Performance Analysis of Communication Signals for Localization in Underwater Sensor Networks

TL;DR

This paper evaluates the potential of using communication waveforms, specifically frequency shift keying signals, for accurate underwater localization within integrated sensing and communication systems, using theoretical bounds and simulations.

Contribution

It demonstrates the feasibility of employing communication-centric waveforms for underwater localization, providing a comparative analysis with traditional sonar signals.

Findings

Communication waveforms can achieve comparable localization accuracy to traditional sonar signals.

Super-permutated FSK and MFSK signals show promising performance in bistatic scenarios.

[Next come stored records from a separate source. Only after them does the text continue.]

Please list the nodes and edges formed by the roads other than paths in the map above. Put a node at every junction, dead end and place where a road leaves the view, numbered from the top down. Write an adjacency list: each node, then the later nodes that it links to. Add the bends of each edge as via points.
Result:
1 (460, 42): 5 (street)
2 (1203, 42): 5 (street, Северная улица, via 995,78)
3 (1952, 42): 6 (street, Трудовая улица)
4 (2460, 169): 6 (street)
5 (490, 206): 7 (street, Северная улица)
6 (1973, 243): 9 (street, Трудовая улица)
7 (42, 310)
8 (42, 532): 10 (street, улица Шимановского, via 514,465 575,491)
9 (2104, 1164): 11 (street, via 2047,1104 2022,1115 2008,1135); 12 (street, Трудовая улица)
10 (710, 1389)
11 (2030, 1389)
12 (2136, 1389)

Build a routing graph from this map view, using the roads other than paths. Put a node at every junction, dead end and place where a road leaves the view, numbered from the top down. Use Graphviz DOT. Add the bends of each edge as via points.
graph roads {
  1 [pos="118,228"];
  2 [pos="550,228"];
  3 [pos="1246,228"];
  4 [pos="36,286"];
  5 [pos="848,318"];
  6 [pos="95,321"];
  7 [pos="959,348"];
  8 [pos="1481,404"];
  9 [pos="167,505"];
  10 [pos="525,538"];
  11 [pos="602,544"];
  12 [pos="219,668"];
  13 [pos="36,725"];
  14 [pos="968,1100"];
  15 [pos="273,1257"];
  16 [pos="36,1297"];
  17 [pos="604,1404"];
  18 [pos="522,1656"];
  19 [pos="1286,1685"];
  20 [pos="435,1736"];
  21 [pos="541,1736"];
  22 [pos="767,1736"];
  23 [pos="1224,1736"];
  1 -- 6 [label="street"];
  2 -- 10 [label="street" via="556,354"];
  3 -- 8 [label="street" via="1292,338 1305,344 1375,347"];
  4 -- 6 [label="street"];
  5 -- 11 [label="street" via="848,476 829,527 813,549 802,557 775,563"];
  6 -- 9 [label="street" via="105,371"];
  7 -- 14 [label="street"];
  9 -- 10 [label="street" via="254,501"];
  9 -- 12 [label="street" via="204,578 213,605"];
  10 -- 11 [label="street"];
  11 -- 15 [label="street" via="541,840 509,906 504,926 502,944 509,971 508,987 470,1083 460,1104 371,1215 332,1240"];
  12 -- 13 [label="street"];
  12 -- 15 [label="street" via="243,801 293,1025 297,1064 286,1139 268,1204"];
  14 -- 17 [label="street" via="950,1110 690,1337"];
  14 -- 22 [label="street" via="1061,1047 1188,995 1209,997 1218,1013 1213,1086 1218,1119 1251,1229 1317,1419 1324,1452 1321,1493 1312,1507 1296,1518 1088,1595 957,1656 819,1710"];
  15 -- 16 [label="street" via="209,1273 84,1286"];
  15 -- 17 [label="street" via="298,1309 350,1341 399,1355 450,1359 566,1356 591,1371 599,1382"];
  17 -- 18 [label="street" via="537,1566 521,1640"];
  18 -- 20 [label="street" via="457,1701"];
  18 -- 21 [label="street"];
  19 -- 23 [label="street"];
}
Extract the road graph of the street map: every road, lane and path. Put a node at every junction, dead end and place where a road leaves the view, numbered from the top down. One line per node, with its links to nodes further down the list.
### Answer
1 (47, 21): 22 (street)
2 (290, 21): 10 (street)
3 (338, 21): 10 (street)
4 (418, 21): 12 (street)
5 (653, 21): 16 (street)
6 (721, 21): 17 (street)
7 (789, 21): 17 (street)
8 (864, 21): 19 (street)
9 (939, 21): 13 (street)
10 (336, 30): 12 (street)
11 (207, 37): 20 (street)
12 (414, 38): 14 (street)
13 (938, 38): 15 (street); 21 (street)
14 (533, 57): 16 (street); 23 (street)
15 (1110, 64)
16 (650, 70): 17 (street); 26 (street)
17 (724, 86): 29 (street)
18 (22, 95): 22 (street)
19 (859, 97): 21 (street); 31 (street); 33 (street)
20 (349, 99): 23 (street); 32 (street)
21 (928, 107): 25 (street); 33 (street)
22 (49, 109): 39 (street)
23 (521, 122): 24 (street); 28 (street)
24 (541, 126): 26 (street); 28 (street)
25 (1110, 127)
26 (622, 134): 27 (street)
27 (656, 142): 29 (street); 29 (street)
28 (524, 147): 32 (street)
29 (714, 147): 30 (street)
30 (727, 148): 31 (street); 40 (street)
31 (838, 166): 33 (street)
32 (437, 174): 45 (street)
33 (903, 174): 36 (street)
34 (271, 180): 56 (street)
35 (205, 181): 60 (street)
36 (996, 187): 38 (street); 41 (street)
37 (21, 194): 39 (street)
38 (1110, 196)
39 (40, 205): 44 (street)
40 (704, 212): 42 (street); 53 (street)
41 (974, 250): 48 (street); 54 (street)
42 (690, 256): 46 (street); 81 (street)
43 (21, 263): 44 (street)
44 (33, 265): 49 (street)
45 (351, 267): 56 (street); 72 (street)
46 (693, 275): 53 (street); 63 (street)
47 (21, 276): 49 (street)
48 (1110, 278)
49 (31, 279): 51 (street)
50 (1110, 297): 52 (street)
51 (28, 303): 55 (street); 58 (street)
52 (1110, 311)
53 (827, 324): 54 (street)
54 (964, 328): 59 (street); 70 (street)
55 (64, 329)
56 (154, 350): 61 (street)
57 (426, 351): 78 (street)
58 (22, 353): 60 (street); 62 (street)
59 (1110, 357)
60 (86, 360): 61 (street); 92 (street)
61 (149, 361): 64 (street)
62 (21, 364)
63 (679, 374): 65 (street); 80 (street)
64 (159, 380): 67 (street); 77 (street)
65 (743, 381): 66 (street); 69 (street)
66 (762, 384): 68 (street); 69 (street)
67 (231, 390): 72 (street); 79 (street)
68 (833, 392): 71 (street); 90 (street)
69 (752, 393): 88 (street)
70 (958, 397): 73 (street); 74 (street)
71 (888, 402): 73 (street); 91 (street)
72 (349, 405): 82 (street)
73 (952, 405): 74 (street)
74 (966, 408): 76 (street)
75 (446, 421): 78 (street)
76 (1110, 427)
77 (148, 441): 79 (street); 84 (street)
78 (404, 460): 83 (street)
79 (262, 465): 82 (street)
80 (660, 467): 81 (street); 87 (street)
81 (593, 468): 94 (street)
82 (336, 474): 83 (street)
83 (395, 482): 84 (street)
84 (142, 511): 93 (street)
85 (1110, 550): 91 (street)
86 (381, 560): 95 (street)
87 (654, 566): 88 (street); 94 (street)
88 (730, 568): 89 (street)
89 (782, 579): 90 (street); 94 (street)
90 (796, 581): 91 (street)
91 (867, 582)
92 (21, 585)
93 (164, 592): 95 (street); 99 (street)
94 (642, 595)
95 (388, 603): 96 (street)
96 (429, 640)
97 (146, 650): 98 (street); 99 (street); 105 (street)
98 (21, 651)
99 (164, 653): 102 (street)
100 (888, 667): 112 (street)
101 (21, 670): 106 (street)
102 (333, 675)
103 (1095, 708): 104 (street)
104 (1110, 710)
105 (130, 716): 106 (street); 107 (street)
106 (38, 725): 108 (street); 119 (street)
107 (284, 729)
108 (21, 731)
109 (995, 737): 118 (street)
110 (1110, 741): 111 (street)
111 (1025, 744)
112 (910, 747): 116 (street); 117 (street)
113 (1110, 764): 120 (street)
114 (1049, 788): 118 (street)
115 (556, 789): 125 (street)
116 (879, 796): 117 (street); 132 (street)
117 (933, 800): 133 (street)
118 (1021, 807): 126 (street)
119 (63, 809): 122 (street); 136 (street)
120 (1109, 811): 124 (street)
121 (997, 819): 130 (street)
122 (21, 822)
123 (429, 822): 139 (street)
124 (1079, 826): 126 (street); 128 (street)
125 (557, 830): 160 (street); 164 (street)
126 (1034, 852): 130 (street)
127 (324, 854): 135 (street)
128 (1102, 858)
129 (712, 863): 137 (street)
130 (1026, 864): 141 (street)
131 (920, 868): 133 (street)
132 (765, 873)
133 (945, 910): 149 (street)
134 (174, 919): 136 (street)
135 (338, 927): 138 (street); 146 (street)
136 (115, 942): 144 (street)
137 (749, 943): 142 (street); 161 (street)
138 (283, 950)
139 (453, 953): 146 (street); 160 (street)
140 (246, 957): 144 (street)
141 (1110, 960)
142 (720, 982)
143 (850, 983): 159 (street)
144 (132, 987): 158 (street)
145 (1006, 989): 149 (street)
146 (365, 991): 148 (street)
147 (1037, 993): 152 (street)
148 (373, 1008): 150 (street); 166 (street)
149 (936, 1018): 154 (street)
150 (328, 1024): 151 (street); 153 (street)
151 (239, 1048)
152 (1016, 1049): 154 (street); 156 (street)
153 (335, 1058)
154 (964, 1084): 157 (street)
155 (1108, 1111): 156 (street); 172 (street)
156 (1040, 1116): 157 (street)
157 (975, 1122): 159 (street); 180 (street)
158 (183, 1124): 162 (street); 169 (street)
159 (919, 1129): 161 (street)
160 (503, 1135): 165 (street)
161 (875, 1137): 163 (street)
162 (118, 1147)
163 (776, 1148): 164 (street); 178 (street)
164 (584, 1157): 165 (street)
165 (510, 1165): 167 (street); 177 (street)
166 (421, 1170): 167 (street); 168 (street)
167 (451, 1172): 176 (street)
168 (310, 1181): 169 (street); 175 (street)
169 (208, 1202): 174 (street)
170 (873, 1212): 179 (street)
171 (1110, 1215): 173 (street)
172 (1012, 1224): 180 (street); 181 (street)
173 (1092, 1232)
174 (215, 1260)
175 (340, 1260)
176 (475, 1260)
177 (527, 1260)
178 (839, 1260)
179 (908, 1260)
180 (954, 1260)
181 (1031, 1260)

Simulation results validate the potential of ISAC in underwater environments.

Abstract

Efficient localization in underwater sensor networks faces challenges due to limited bandwidth, energy constraints, and hardware complexity. Traditional systems separate sensing and communication, often resulting in inefficient resource usage. To address this, integrated sensing and communication (ISAC) has emerged, leveraging shared waveforms for both functions. This paper investigates the feasibility of using communication-centric waveforms for underwater localization. Specifically, we evaluate the performance of super-permutated frequency shift keying and multiple frequency shift keying signals using a Cramer-Rao lower bound framework in a simplified bistatic scenario. Simulations incorporate temporally correlated autoregressive AR(1) noise and varying signal-to-noise ratio levels to assess localization accuracy. A comparative analysis with a traditional sonar waveform, linear frequency modulated signal, highlights the potential of communication signals for dual-purpose ISAC applications in bistatic sonar configurations in underwater environments.